拍品专文
‘Memling Dawn (1951) demonstrates the basic dynamics of the spiral – a key image in her work – by means of a rudimentary construction in which each of the squared-off components pivots on a central axis so that, under different conditions, the piece may resemble a rectilinear pillar, a coiling Solomonic column… In retrospect, Memling Dawn has established itself as the missing link between Brancusi’s Endless Columns of 1918 and Carl Andre’s horizontal firebrick “stack” Lever of 1966’ (R. Storr, ‘Arachne on 20th Street’, Louise Bourgeois: Homesickness, exh. cat., Yokohama Museum of Art, Yokohama, 1997, p. 138).
‘Their beauty is weatherbeaten freight; it cannot be pinned down, it can only be observed. These works embody the paradox of the still object that seems possessed of agitated movement from the fear of falling. Though they are not backward looking, they are figures of constant return, seeming always on the lookout for some state of enlightened peace. This state, which cannot be located, is their movable, unfixable centre’ (C. Meyer-Thoss, Louise Bourgeois: Designing For Free Fall, Zurich 1992, p. 59).

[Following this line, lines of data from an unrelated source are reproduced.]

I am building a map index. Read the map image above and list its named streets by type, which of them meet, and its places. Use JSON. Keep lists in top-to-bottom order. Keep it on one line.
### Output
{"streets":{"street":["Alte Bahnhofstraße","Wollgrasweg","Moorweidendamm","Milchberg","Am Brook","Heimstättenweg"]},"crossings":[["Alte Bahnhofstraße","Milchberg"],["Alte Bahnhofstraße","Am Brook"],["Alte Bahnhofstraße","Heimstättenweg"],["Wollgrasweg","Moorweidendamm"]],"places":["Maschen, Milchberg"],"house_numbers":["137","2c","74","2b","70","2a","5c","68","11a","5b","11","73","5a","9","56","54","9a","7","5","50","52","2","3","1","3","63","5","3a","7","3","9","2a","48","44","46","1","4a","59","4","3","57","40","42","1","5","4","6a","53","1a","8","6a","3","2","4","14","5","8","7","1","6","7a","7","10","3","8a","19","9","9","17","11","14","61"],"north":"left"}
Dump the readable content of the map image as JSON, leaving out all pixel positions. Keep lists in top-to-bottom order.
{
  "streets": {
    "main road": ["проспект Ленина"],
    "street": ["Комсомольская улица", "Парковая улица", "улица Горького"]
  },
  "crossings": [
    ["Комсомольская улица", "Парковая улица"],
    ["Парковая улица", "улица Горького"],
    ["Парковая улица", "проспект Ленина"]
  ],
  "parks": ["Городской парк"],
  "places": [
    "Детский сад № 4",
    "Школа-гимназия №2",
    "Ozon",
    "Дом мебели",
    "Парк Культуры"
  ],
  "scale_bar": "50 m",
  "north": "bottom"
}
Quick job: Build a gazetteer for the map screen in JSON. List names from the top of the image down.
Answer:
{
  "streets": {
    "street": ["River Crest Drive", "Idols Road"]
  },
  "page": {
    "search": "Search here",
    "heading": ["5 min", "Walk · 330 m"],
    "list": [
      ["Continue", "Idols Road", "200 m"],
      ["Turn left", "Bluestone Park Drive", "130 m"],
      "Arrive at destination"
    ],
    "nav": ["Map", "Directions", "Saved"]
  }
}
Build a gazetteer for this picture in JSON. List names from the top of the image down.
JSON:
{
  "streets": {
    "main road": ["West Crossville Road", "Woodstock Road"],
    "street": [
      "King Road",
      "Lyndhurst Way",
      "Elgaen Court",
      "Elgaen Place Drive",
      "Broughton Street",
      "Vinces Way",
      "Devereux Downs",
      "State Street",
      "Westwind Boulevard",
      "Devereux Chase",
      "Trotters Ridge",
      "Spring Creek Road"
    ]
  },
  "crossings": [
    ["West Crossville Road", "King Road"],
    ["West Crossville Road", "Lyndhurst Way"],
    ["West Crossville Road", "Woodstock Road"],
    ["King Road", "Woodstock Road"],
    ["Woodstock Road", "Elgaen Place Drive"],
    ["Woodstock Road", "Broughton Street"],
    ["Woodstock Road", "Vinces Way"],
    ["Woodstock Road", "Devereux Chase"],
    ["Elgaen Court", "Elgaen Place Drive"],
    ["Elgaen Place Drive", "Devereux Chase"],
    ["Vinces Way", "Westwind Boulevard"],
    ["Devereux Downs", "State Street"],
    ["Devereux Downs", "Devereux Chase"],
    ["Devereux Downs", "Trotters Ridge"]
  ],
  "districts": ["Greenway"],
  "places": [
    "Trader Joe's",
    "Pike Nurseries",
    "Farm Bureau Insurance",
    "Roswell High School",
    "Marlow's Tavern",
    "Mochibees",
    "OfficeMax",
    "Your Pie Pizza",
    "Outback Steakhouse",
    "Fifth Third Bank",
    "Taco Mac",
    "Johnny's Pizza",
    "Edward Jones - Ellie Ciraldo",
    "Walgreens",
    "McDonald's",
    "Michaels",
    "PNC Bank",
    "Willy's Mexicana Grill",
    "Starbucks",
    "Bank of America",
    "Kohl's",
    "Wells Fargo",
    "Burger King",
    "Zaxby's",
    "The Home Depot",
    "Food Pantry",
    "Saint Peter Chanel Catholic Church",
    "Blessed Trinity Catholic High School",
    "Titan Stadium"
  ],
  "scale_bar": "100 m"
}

A stoic bronze column over a metre and a half tall, Memling Dawn is at once a towering sky scrapper and a woman standing. A majestic bronze totem of commanding presence, Memling Dawn is an important example from Louise Bourgeois’ Personages series, a pivotal group of sculpture that the artist produced early in her career. Representative of a definitive moment in her artistic practice, the years 1950-1951 saw Bourgeois’ practice evolve in a new direction. Moving away from the earlier carved, monolithic forms, the artist began introducing modular components, which represented a level of greater structural complexity ,into Personages. Stacked like vertebrae, the cadenced repetition of the modular blocks introduce a sense of dynamism to the work. Originally executed in wood in 1951, Bourgeois cast this bronze version in 1992 as the culmination of a process which had always been her ultimate goal but which, in the 1950s, her financial circumstances did not allow her to complete. Executed in bronze its striking column remains one of the most widely seen figures in her entire oeuvre, with wood and bronze versions of Memling Dawn exhibited in virtually every major exhibition of the artist’s work, including Museum of Modern Art, New York, Museum of Contemporary Art, Chicago, Museo Nacional Centro de Arte Reina Sofía, Madrid, Tate Modern, London, Centre Georges Pompidou, Paris, Solomon R. Guggenheim Museum, New York, Museum of Contemporary Art, Los Angeles, Hirshhorn Museum & Sculpture Garden, Washington D.C., Fondation Beyeler, Riehen / Basel. The bronze edition was exhibited at Il Biennale Internazionale de Scultera Contemporanea di Matera, ‘Scultura in America’ in 1990, Museum Wiesbaden, Wiesbaden, Museo Rufno Tamayo, Mexico City, National Gallery of Victoria, Melbourne, Museum of Contemporary Art, Sydney, Musée d’Art Contemporain de Montreal, and Yokohama Museum, Tokyo, with the present version shown at MARCO Monterrey, Centro Andaluz de Arte Contemporaneo, Seville in 1995 – 1996.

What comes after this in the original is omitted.